是愿意留在舰队按资排辈慢慢熬,还是愿意跟着秦王,去新大陆开天辟地?”
“天然和华烨也一样,曹变蛟的前明旧部,刘司虎的那些悍勇老卒……他们和他们的子弟,都有出路。”
李嗣炎转身,烛光将他的身影投在墙上,高大而威严:
“朕让皇子们联姻,不是要让他们结党,而是要给他们一个理由,能光明正大带走旧势力的理由。
这些老臣、旧将,跟着朕打天下,功成名就,但他们的存在,本身就成了后来者的障碍。”
“现在好了,皇子们就藩开府需要人手,需要班底,老臣们派子侄、旧部跟随,既是效忠,也是为子弟谋前程。
他们走了,朝中、军中的位置就空出来了。那些有本事没背景的年轻人,就有了上升的机会。”
他走回舆图前,手指从金陵出发,划向海洋,划向北方,划向西方:
“怀民去北美,会带走一批水师精锐和开拓者;承业坐镇中枢,会聚拢一批治国理政的人才;天然若将来就藩西域,曹变蛟那些熟悉边事的旧部,正好用上。
将来华烨若去北疆,刘司虎的老卒,最适合镇守苦寒之地……”
“每个人都有去处,每个派系都有出路,而他们空出来的位置——会有新的人填上去。
讲武堂毕业的寒门子弟,科举出身的实干官员,在边镇积功晋升的普通军官……大唐的朝堂,大唐的军队,需要新鲜血液,需要流动。”

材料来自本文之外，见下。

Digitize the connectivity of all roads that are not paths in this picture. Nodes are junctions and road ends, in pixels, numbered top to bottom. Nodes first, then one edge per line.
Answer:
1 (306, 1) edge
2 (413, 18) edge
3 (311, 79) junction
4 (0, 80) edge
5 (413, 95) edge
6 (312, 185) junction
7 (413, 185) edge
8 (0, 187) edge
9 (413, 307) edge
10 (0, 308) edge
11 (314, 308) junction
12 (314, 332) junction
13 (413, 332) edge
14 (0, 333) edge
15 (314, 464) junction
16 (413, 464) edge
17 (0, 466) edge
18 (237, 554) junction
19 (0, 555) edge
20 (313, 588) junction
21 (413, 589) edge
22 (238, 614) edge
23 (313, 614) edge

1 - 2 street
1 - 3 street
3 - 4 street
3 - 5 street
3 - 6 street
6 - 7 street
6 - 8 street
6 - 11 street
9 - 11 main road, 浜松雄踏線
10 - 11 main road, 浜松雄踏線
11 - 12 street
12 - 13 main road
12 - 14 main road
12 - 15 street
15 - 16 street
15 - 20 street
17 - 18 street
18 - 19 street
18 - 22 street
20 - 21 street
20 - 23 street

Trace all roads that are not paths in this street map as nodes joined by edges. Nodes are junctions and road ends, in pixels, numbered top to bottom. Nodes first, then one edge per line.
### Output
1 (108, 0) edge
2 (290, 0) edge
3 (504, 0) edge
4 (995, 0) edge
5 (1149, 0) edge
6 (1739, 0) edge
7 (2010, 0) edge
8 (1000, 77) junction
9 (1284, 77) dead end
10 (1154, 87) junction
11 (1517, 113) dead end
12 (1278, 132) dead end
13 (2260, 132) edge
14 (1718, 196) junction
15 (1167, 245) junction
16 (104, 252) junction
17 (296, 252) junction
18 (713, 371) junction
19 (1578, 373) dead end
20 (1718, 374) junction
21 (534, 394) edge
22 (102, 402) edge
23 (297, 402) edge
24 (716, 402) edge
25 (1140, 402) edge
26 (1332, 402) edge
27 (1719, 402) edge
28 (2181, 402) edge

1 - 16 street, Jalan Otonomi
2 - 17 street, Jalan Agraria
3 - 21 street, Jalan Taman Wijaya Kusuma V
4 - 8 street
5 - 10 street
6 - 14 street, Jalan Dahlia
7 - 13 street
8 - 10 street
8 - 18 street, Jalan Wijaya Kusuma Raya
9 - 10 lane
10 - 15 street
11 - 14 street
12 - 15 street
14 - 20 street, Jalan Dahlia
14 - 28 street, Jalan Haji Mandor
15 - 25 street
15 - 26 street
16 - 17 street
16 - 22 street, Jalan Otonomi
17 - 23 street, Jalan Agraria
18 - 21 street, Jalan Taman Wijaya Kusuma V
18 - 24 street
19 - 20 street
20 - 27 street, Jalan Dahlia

他缓缓坐回龙椅,声音低沉而有力:“一个帝国要想长久,就必须让该退的退,该上的上。
朕不动刀兵,不搞清洗,只用一桩桩婚事,用皇子们就藩开府的机会,让这一切自然而然发生。”
黄锦深深躬身,后背已被冷汗湿透。
他此刻才真正明白,皇帝这盘棋下得有多大多深,“那……几位殿下知道陛下的苦心吗?”
李嗣炎笑了,那笑容有些复杂:“承业或许猜到几分,怀民……那小子心思都在海外,未必想这么深,天然心思细腻,可能有所察觉。华烨……那傻小子估计根本没想这么多。”
窗外,夜色正浓。
“知不知道不重要,重要的是,路朕已经给他们铺好了,怎么走,走成什么样,看他们自己的造化。”
殿内重归寂静,烛火噼啪一声,爆开一朵灯花。
李嗣炎的目光,落在舆图那片代表北美的空白上,久久未动。
两年,最多两年。
等蒸汽船有了眉目,等水师前沿据点建好,就该让怀民出发了。
而其他儿子,也会陆续走上他们的路。
.....
此时,秦王府。
新婚不久的施妙卿,正在书房整理海图。